Task description: Lines with the word "roads" are the answer; copy each of them from the data below.

Data provided:
*** Begin section ***

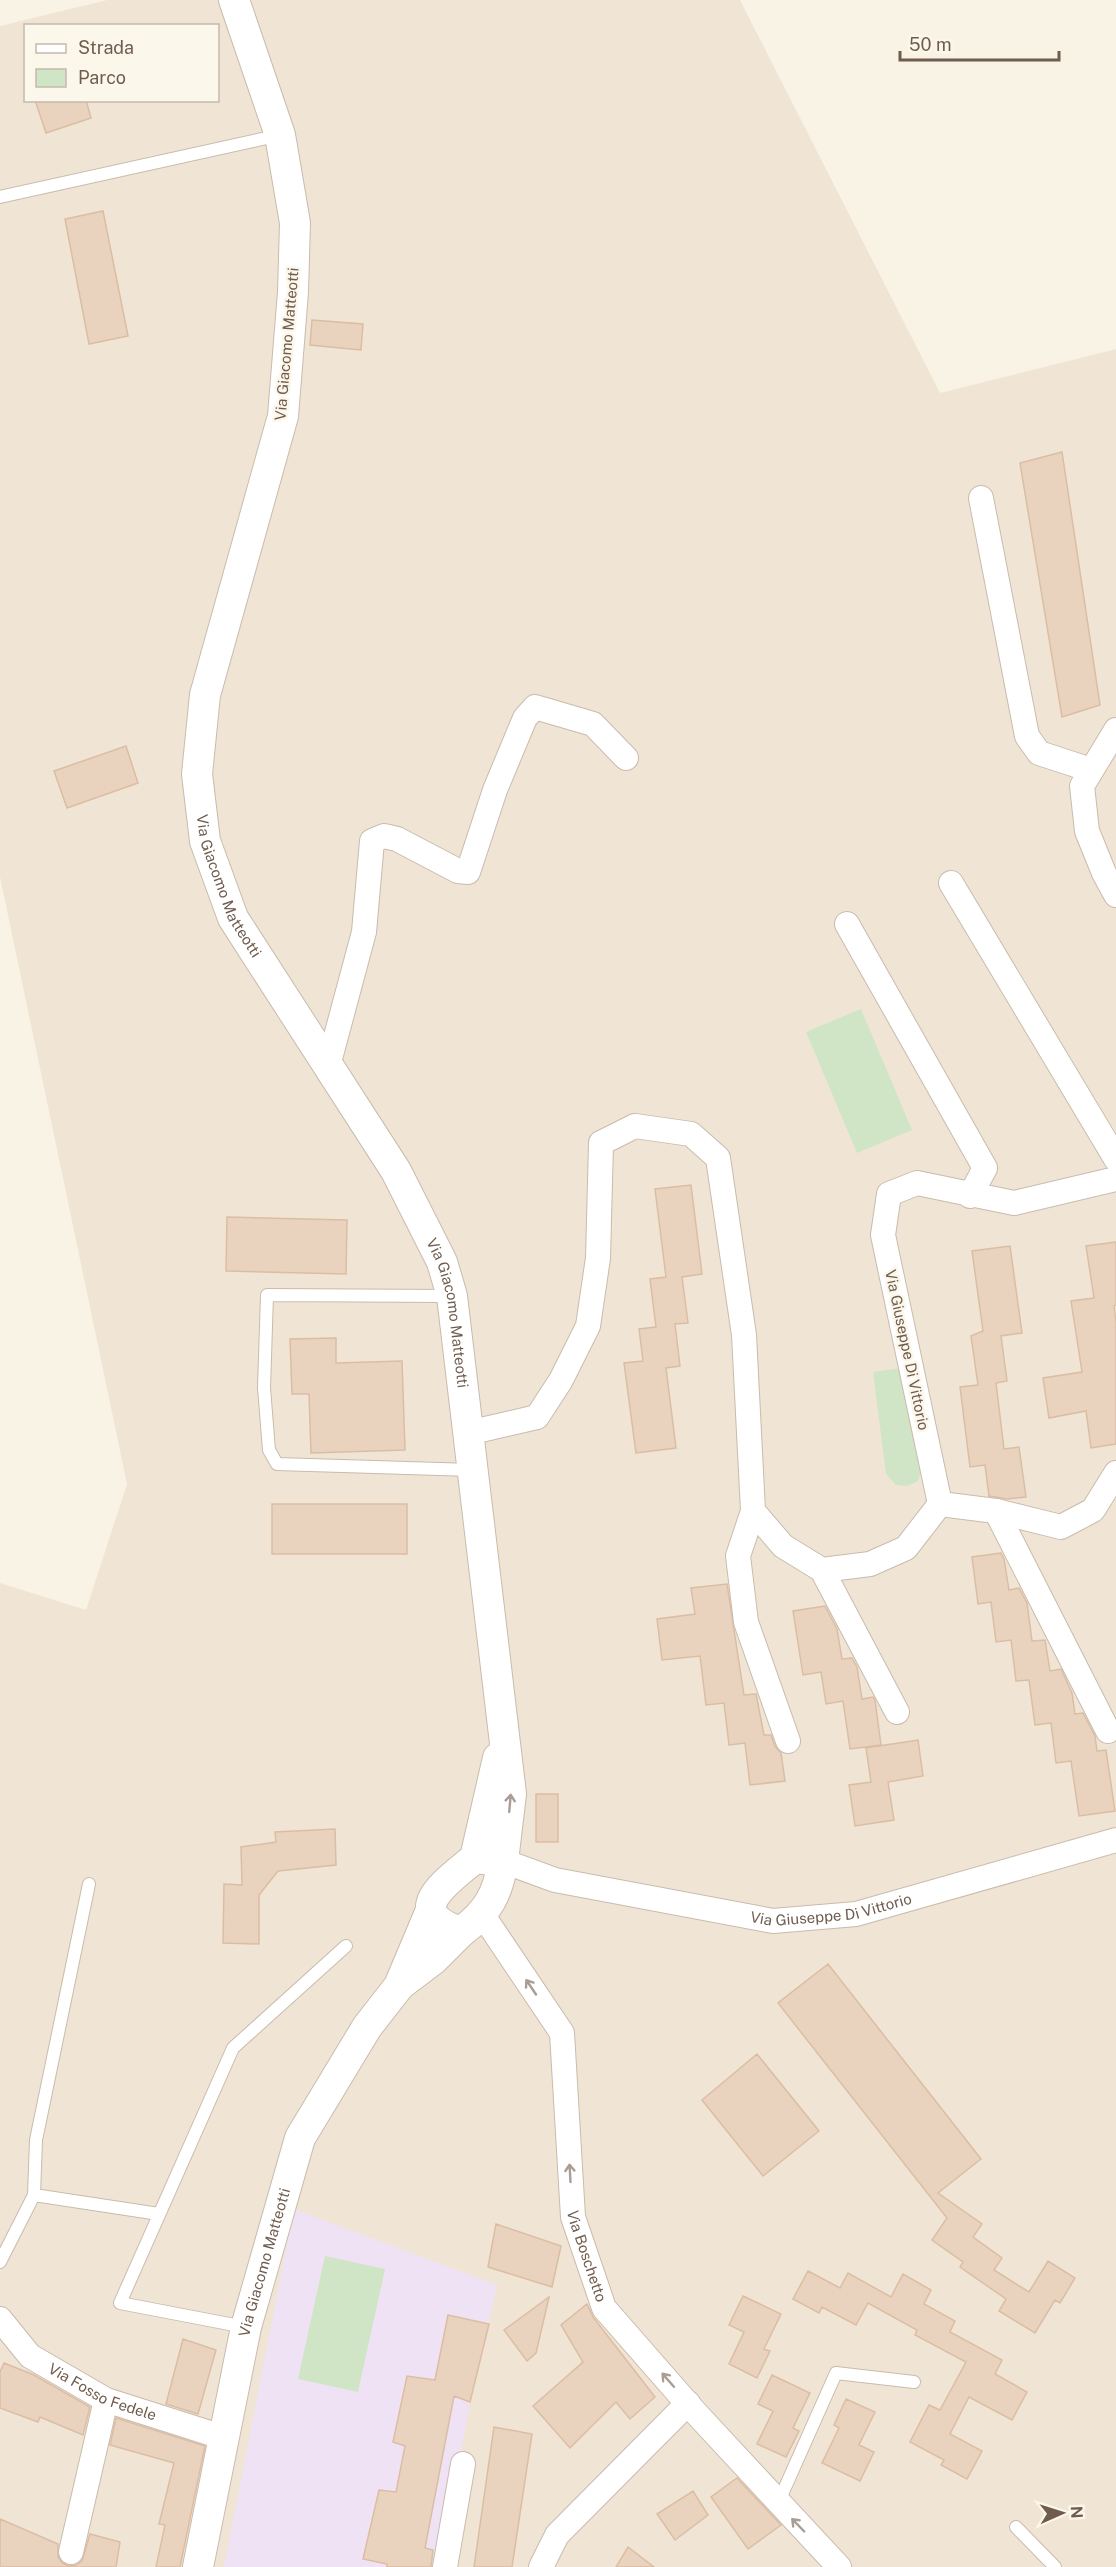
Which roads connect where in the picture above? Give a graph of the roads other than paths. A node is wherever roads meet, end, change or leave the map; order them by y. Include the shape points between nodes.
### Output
1 (234, 0) edge
2 (280, 135) junction
3 (0, 197) edge
4 (981, 498) dead end
5 (1116, 730) edge
6 (626, 758) dead end
7 (1091, 770) junction
8 (951, 883) dead end
9 (1116, 895) edge
10 (847, 924) dead end
11 (328, 1066) junction
12 (1116, 1159) edge
13 (1116, 1179) edge
14 (970, 1196) junction
15 (452, 1296) junction
16 (468, 1433) junction
17 (472, 1470) junction
18 (1116, 1473) edge
19 (940, 1504) junction
20 (753, 1511) junction
21 (996, 1511) junction
22 (822, 1570) junction
23 (897, 1712) dead end
24 (1108, 1731) dead end
25 (789, 1741) dead end
26 (1116, 1840) edge
27 (493, 1869) junction
28 (89, 1884) dead end
29 (430, 1910) junction
30 (471, 1923) junction
31 (346, 1946) dead end
32 (399, 1986) junction
33 (34, 2195) junction
34 (159, 2214) junction
35 (0, 2262) edge
36 (0, 2319) edge
37 (246, 2327) junction
38 (914, 2382) dead end
39 (106, 2400) junction
40 (688, 2403) junction
41 (222, 2438) junction
42 (463, 2464) dead end
43 (779, 2501) junction
44 (1016, 2527) dead end
45 (71, 2552) dead end
46 (198, 2567) edge
47 (445, 2567) edge
48 (541, 2567) edge
49 (839, 2567) edge
50 (1055, 2567) edge

1 - 2 street, Via Giacomo Matteotti
2 - 3 lane
2 - 11 street, Via Giacomo Matteotti via 295,223 283,416 205,695 197,774 205,841 233,918
4 - 7 street via 1027,736 1039,753
5 - 7 street
6 - 11 street via 593,724 535,707 525,718 495,790 468,873 458,872 397,839 384,836 372,841 364,932
7 - 9 street via 1082,786 1087,831
8 - 12 street
10 - 14 street via 985,1168
11 - 15 street, Via Giacomo Matteotti via 396,1171 442,1262
13 - 14 street, Via Giuseppe Di Vittorio via 1014,1203
14 - 19 street, Via Giuseppe Di Vittorio via 917,1183 889,1194 884,1235
15 - 16 street, Via Giacomo Matteotti
15 - 17 lane via 267,1295 264,1388 269,1450 277,1464
16 - 17 street, Via Giacomo Matteotti
16 - 20 street via 537,1417 588,1326 598,1258 601,1143 635,1126 691,1134 718,1158 744,1335
17 - 27 street, Via Giacomo Matteotti via 511,1794
18 - 21 street via 1093,1510 1061,1527
19 - 21 street
19 - 22 street via 906,1548 870,1564
20 - 22 street via 783,1546
20 - 25 street via 738,1556 746,1622
21 - 24 street
22 - 23 street
26 - 27 street, Via Giuseppe Di Vittorio via 856,1914 773,1921
27 - 29 street, Via Giacomo Matteotti via 436,1892
27 - 30 street, Via Giacomo Matteotti
28 - 33 lane via 36,2140
29 - 30 street via 444,1926
29 - 32 street, Via Giacomo Matteotti
30 - 32 street, Via Giacomo Matteotti
40 -> 30 street, Via Boschetto via 604,2308 573,2217 562,2033
31 - 34 lane via 233,2048
32 - 37 street, Via Giacomo Matteotti via 367,2027 300,2138
33 - 34 lane
33 - 35 lane
34 - 37 lane via 120,2303
36 - 39 street, Via Fosso Fedele via 30,2356
37 - 41 street, Via Giacomo Matteotti
38 - 43 lane via 836,2373
39 - 41 street, Via Fosso Fedele
39 - 45 street
40 - 43 street, Via Boschetto
40 - 48 street via 557,2535
41 - 46 street, Via Giacomo Matteotti
42 - 47 street
49 -> 43 street, Via Boschetto
44 - 50 lane

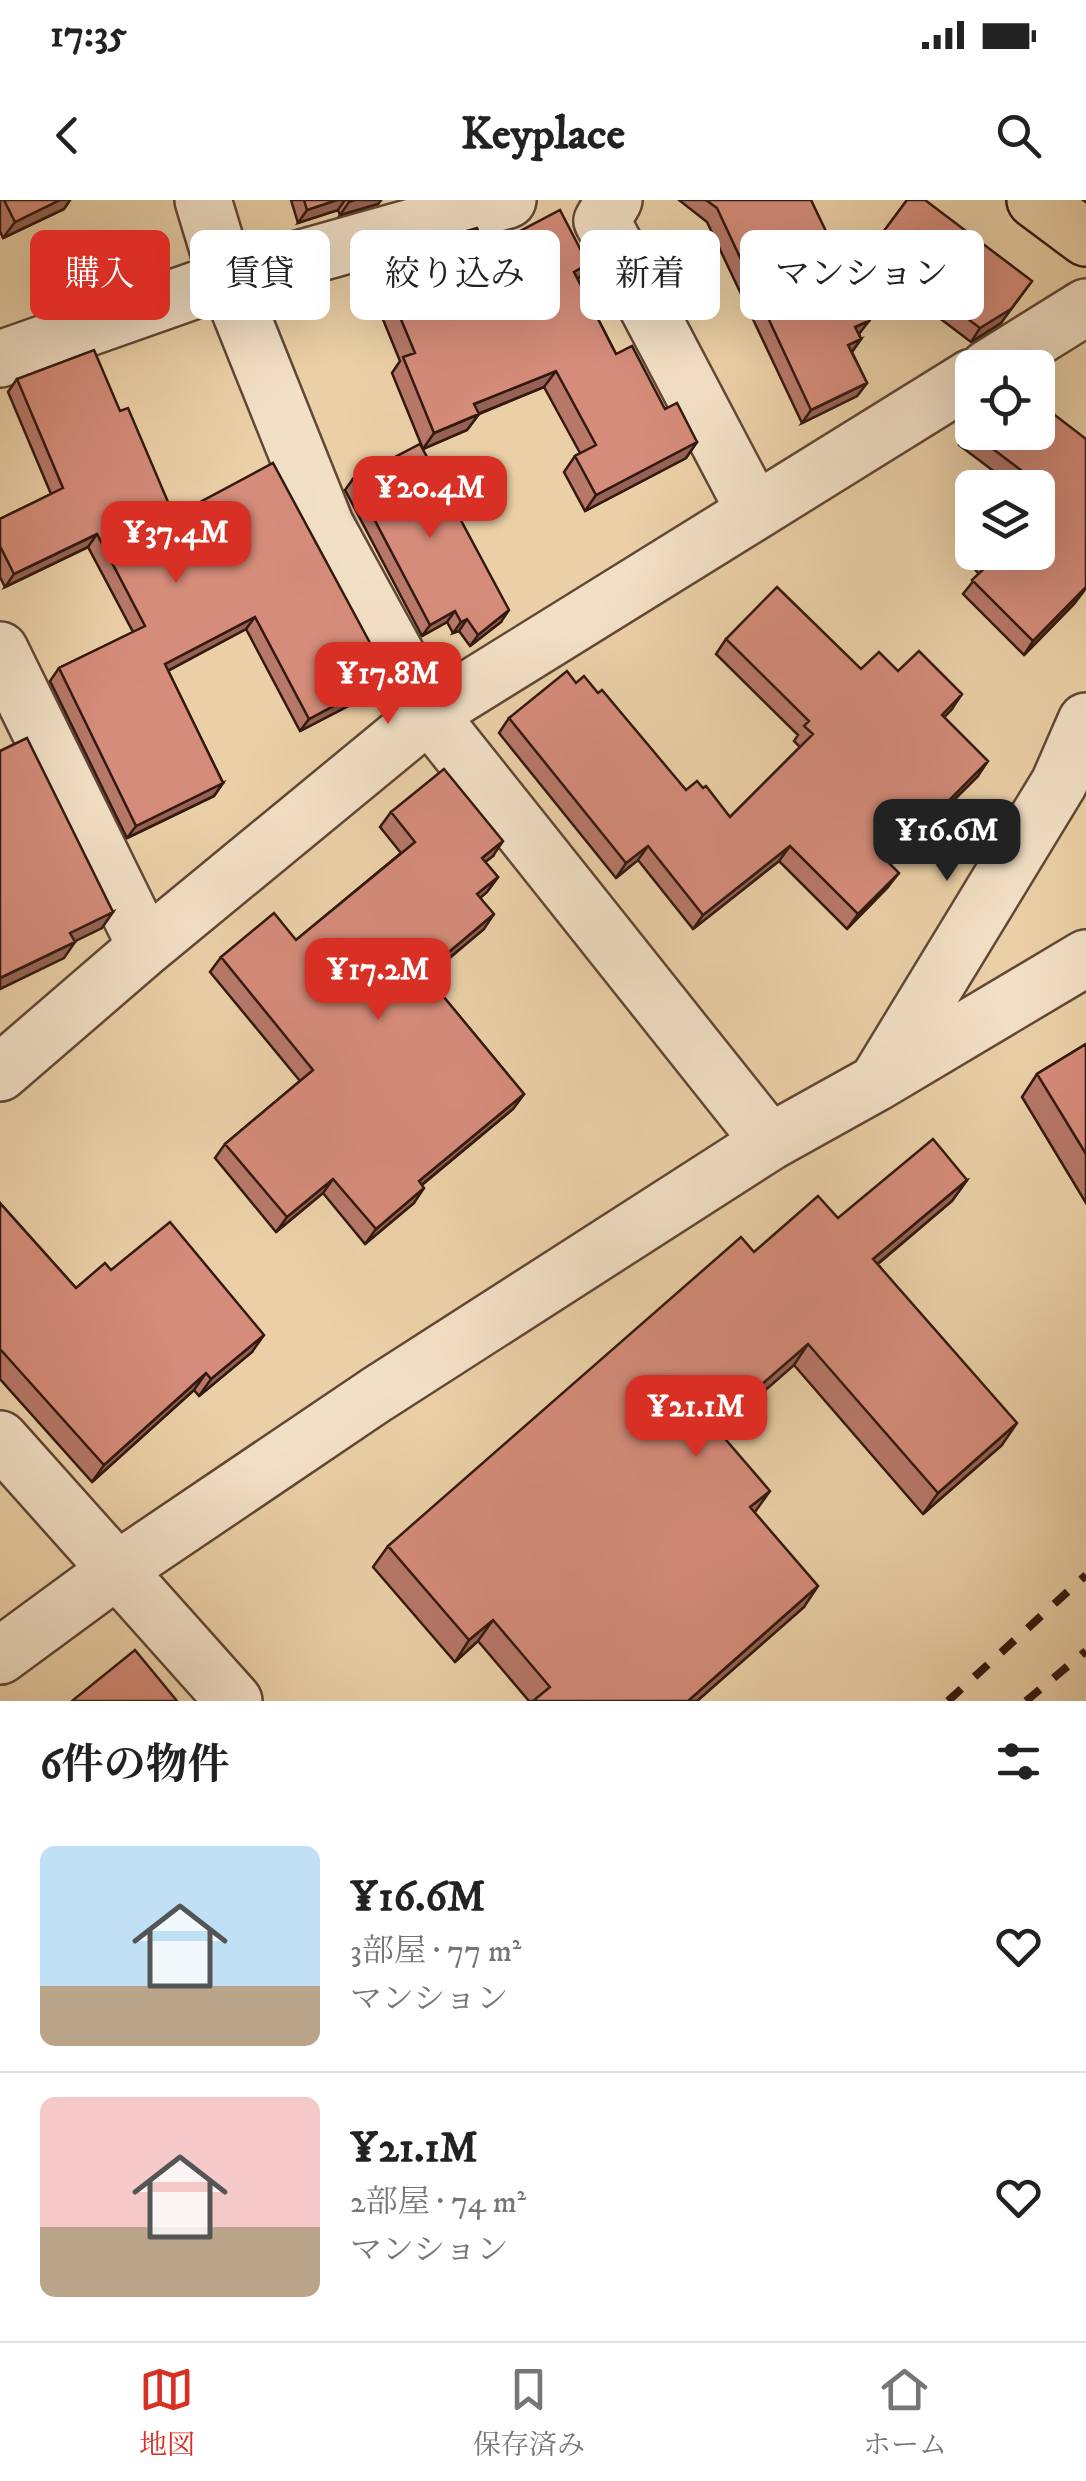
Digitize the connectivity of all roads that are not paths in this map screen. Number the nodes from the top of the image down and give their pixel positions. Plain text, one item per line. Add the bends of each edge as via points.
1 (202, 200) edge
2 (508, 200) edge
3 (614, 200) edge
4 (1035, 200) edge
5 (211, 230) edge
6 (1086, 238) edge
7 (330, 250) edge
8 (190, 292) edge
9 (1086, 307) edge
10 (243, 320) edge
11 (1017, 350) edge
12 (0, 360) edge
13 (955, 388) edge
14 (755, 512) junction
15 (0, 650) edge
16 (429, 714) junction
17 (1086, 721) edge
18 (146, 947) junction
19 (1086, 958) edge
20 (0, 1073) edge
21 (876, 1083) junction
22 (770, 1142) junction
23 (0, 1438) edge
24 (117, 1570) junction
25 (0, 1656) edge
26 (234, 1701) edge

1 - 5 street
2 - 7 street
3 - 14 street via 602,221
4 - 6 main road
8 - 12 street
9 - 11 street
10 - 16 street via 326,526
13 - 14 street
14 - 16 street
15 - 18 street
16 - 18 street
16 - 22 street
17 - 21 street via 1059,783
18 - 20 street
19 - 21 street
21 - 22 street
22 - 24 street
23 - 24 street
24 - 25 street
24 - 26 street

*** End section ***

Reply:
Which roads connect where in the picture above? Give a graph of the roads other than paths. A node is wherever roads meet, end, change or leave the map; order them by y. Include the shape points between nodes.
Digitize the connectivity of all roads that are not paths in this map screen. Number the nodes from the top of the image down and give their pixel positions. Plain text, one item per line. Add the bends of each edge as via points.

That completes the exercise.